An American coffee company with over 28,000 locations around the world, Starbucks is a leader in the retail and coffeehouse industry. Starbucks was one of the first companies to popularize high-quality coffee consumption and “café culture” (Daviron & Ponte, 2005). Perhaps as a result of this, Starbucks was one of the first coffee companies to embrace sustainability concerns, dating back at least as early as their engagement with the Environmental Defense Fund (EDF) and Conservation International (CI) in the late 1990s (Austin & Reavis, 2004). Starbucks is committed to 100% ethical coffee sourcing, achieving 99% as of 2018 (Starbucks, 2018). Unlike other coffee companies mentioned, Starbucks does not rely on third party certification, instead using its own in-house “C.A.F.E” standards. Starbucks also has several community-related CSR targets, such as education support for its workers. Although Starbucks does not explicitly mention adaptation or resilience in its annual CSR report, it does point to two programs which indirectly address the issue. The first is the Farmer Loan Program, which provided low-interest finance to farmers in their supply chain to make changes. The other is a tree donation program, which aims to donate 100 million “resilient” trees to farmers by 2025 (Starbucks, 2019). It is also relevant to note that Starbucks is part of CERES’ Business for Innovative Climate and Energy Policy (BICEP) network, as well as a signee of the 2015 “Pledge” by major US companies to address climate change (White House Office of the Press Secretary, 2015). Clearly, Starbucks at least recognizes the importance of addressing climate change. These programs demonstrate a commitment to sustainability on the part of Starbucks, and even tangentially address the adaptation challenges, but do not explicitly address CSV as related to adaptation.

Nestlé

Nestlé is a Swiss company which includes coffee-related products Nespresso and Nescafé. Nestlé is the largest food and beverage company in the world and by far the oldest company I analyzed by close to a century. More than the other four companies mentioned, Nestlé embraces the concept of CSV, even going so far as to name their CSR report “Creating Shared Value” (Nestlé, 2018). Interestingly, climate adaptation and resilience are also more front and center than for the other companies I analyzed. Nestlé also specifically ties its targets to the SDGs. Nestle’s two largest coffee-related CSR programs are the Nescafé Plan and the Nespresso AAA Sustainable Quality Program. The former is a research and extension program for farmers intended to expand the supply of quality coffee. The latter is the company’s in-house certification standard, similar to Starbucks’ C.A.F.E. program. Unlike, Starbucks, Nestlé also uses third-party certification such as FairTrade and Rainforest Alliance. Although Nestlé explicitly mentions climate adaptation in its messaging, it appears mostly limited to extensive tree planting to increase shade. This is an important adaptation strategy, but it just scratches the surface of what needs to be accomplished to promote adaptive capacity for small holder farmers.

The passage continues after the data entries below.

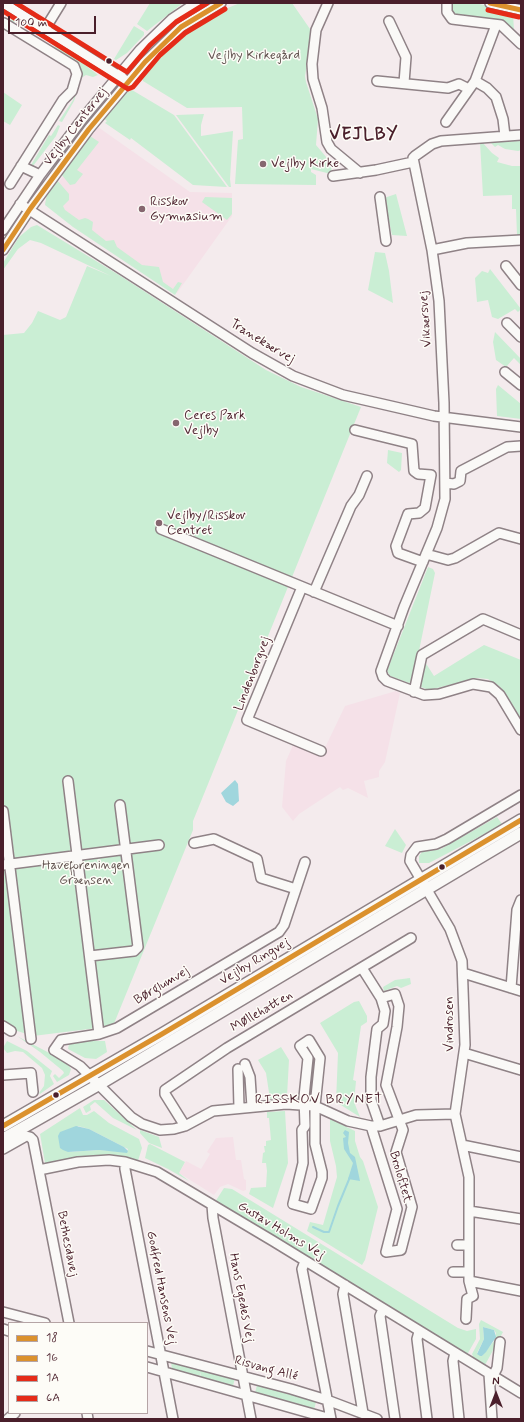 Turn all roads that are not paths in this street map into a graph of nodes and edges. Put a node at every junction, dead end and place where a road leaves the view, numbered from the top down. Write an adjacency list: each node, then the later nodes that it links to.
1 (3, 3): 8 (street)
2 (61, 3): 13 (street)
3 (196, 3): 15 (street, Vejlby Centervej)
4 (221, 3): 17 (street, Vejlby Centervej)
5 (328, 3): 25 (street)
6 (447, 3): 12 (street)
7 (490, 3): 9 (street)
8 (12, 9): 11 (street); 13 (street)
9 (521, 10)
10 (389, 21): 18 (street)
11 (3, 24): 24 (street)
12 (496, 24): 14 (street); 19 (street)
13 (45, 29): 15 (street)
14 (521, 44)
15 (119, 75): 17 (street); 26 (street, Vejlby Centervej)
16 (377, 81): 18 (street)
17 (128, 82): 31 (street, Vejlby Centervej)
18 (404, 83): 19 (street)
19 (472, 85): 20 (street); 22 (street)
20 (446, 122)
21 (521, 135): 22 (street)
22 (505, 136): 23 (street)
23 (413, 162): 25 (street); 36 (street, Vikærsvej)
24 (21, 166): 26 (street); 28 (street)
25 (360, 173): 27 (street)
26 (40, 175): 30 (street, Vejlby Centervej)
27 (333, 176)
28 (10, 184)
29 (380, 197): 34 (street)
30 (20, 204): 31 (street, Tranekærvej); 32 (street, Vejlby Centervej)
31 (30, 209): 35 (street, Vejlby Centervej); 43 (street, Tranekærvej)
32 (3, 230)
33 (521, 240): 36 (street)
34 (386, 242)
35 (3, 250)
36 (432, 250): 43 (street, Vikærsvej)
37 (506, 266): 38 (street)
38 (521, 286)
39 (508, 323): 40 (street)
40 (521, 337)
41 (505, 372): 42 (street)
42 (521, 385)
43 (444, 418): 44 (street, Tranekærvej); 49 (street, Vikærsvej)
44 (521, 427)
45 (355, 430): 47 (street)
46 (521, 446): 49 (street)
47 (430, 475): 49 (street); 52 (street)
48 (367, 476): 54 (street)
49 (445, 480): 52 (street, Vikærsvej)
50 (161, 529): 53 (street)
51 (521, 539): 52 (street)
52 (425, 558): 55 (street, Vikærsvej)
53 (302, 587): 54 (street); 59 (street, Lindenborgvej)
54 (314, 592): 55 (street)
55 (398, 626): 57 (street, Vikærsvej)
56 (521, 635): 57 (street)
57 (414, 692): 58 (street)
58 (521, 730)
59 (321, 751)
60 (68, 781): 69 (street)
61 (521, 795): 72 (street, Vindrosen)
62 (120, 805): 68 (street)
63 (3, 811): 71 (street)
64 (521, 820): 72 (main road, Vejlby Ringvej)
65 (521, 833): 74 (main road, Vejlby Ringvej)
66 (194, 843): 73 (street)
67 (160, 845): 68 (street)
68 (125, 849): 69 (street); 77 (street)
69 (77, 856): 71 (street); 77 (street)
70 (305, 862): 73 (street, Børglumvej)
71 (6, 864): 88 (street)
72 (420, 880): 74 (street, Vindrosen); 92 (main road, Vejlby Ringvej)
73 (296, 889): 87 (street, Børglumvej)
74 (426, 890): 79 (street, Vindrosen); 93 (main road, Vejlby Ringvej)
75 (521, 900): 80 (street)
76 (411, 938): 78 (street, Møllehatten)
77 (90, 956): 87 (street)
78 (362, 968): 82 (street, Broloftet); 102 (street, Møllehatten)
79 (463, 973): 80 (street); 89 (street, Vindrosen)
80 (511, 988): 81 (street)
81 (521, 991)
82 (381, 998): 83 (street, Broloftet); 85 (street, Broloftet)
83 (383, 1024): 85 (street); 103 (street, Broloftet)
84 (3, 1026): 86 (street)
85 (397, 1027): 100 (street, Broloftet)
86 (11, 1031)
87 (99, 1034): 92 (street, Børglumvej)
88 (31, 1039)
89 (464, 1053): 90 (street); 99 (street, Vindrosen)
90 (521, 1070)
91 (3, 1075): 94 (street)
92 (90, 1076): 93 (street); 101 (main road, Vejlby Ringvej)
93 (98, 1085): 102 (street); 104 (main road, Vejlby Ringvej)
94 (33, 1092)
95 (305, 1105): 96 (street); 96 (street); 96 (street); 97 (street)
96 (315, 1106): 103 (street)
97 (252, 1107): 98 (street); 98 (street)
98 (239, 1108): 102 (street)
99 (455, 1114): 100 (street); 105 (street, Vindrosen)
100 (400, 1119): 103 (street); 103 (street, Broloftet)
101 (3, 1126)
102 (185, 1126)
103 (376, 1126)
104 (3, 1139)
105 (462, 1145): 107 (street); 110 (street, Vindrosen)
106 (3, 1149): 111 (street)
107 (521, 1157)
108 (126, 1162): 111 (street, Gustav Holms Vej); 112 (street, Gustav Holms Vej); 131 (street, Godfred Hansens Vej)
109 (456, 1166): 110 (street)
110 (466, 1166): 113 (street, Vindrosen)
111 (39, 1170): 126 (street, Bethesdavej)
112 (212, 1205): 117 (street, Gustav Holms Vej); 135 (street, Hans Egedes Vej)
113 (466, 1216): 114 (street); 116 (street, Vindrosen)
114 (521, 1219)
115 (456, 1245): 116 (street)
116 (469, 1246): 119 (street, Vindrosen)
117 (305, 1261): 120 (street, Gustav Holms Vej); 138 (street)
118 (453, 1272): 119 (street)
119 (469, 1276): 121 (street); 124 (street, Vindrosen)
120 (345, 1285): 122 (street, Gustav Holms Vej); 139 (street)
121 (521, 1291)
122 (383, 1309): 127 (street, Gustav Holms Vej); 144 (street)
123 (3, 1312): 125 (street)
124 (466, 1319)
125 (42, 1322)
126 (69, 1322)
127 (419, 1332): 130 (street, Gustav Holms Vej); 145 (street)
128 (500, 1342): 134 (street)
129 (148, 1351): 131 (street, Risvang Allé)
130 (454, 1353): 134 (street, Gustav Holms Vej); 146 (street)
131 (160, 1354): 133 (street, Godfred Hansens Vej); 135 (street, Risvang Allé)
132 (148, 1367): 133 (street)
133 (163, 1372): 137 (street); 140 (street, Godfred Hansens Vej)
134 (491, 1375): 136 (street, Gustav Holms Vej); 147 (street)
135 (243, 1376): 137 (street, Hans Egedes Vej); 138 (street, Risvang Allé)
136 (521, 1393)
137 (246, 1394): 141 (street, Hans Egedes Vej); 142 (street)
138 (327, 1400): 139 (street, Risvang Allé); 142 (street)
139 (363, 1413): 143 (street, Risvang Allé)
140 (173, 1419)
141 (251, 1419)
142 (331, 1419)
143 (377, 1419)
144 (396, 1419)
145 (427, 1419)
146 (459, 1419)
147 (492, 1419)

Emerging collaboration around adaptation

Collaboration around climate adaptation in the coffee sector is piecemeal. Although the Paris Climate Agreement and the SDGs provide important frameworks and some general targets, the industry is lacking a true leader to drive adaptation research, strategy, and evaluation. However, there are some intriguing trends. First, the emergence of climate adaptation-based organizations within the past decade, such as the Global Alliance for Climate Smart Agriculture (GACSA) and FAO’s EPIC Programme, highlight the growing awareness around agricultural adaptation (Newell & Taylor, 2018). Another recent example is the Inter-American Development Bank’s SAFE platform. Second, the growth of the Adaptation Fund as a legitimate source of multilateral financing over the past decade helped fill a void in climate financing specifically for adaptation, even if it pales in comparison to mitigation-based funding mechanisms. Third, the emergence and growth of the Science-Based Targets initiative could push coffee companies to base their CSR strategies on proven climate-related metrics, as opposed to more one-off programs. However, to date the initiative focuses more on mitigation targets.

Discussion

Through an analysis of the coffee industry trends and a small sampling of company profiles, I found that adaptation is mostly ignored or overshadowed by other CSR concerns. It could be argued that these companies intend to tackle adaptation concerns through improving the socio-economic status of farmers (see the “socio-economic processes” on Fig. 2). However, this seems unlikely given the rhetoric of these initiatives and the stated reasons for implementing them. Even Nestlé, which bases its CSR strategy on CSV principles, only discusses adaptation in a broad sense. What is worse is that there appears to be little sector collaboration around adaptation aside from isolated efforts. The following section explores possible explanations.

Fig. 2
figure 2

Adaptation intervention pathways with possible coffee-specific examples

Why are large coffee companies neglecting adaptation?

Other CSR priorities

All five of the companies analyzed have prominent public images. This means that they face public pressure for a range of issues beyond climate change concerns. These include, community relations, employee development and education, and reducing energy usage throughout their operations. These CSR initiatives are presumably important for the companies’ stakeholders, customers, and its reputation, and may contribute to the companies’ vision for CSV. It is possible that these companies understand the adaptation gap but have limited bandwidth to address them given other CSR concerns.

Certification

Coffee companies may see certification as sufficient to address climate-based concerns. All five of the companies I analyzed emphasize these standards to some extent. While in theory certification could promote climate adaptation through “socio-economic pathways”, it rests on the contested assumption that certification will directly improve farmer wellbeing (see for example, Glasbergen, 2018), and that if livelihoods are improved, farmers would necessarily know which adaptation actions are needed. As problematic as this explanation is, it would corroborate some of the industry-wide criticism that too much emphasis is placed on meeting third-party certification standards and industry guidelines. The industry may be slow to accept climate-related initiatives outside of the certification standards and the responsible sourcing commitments they worked so long to achieve.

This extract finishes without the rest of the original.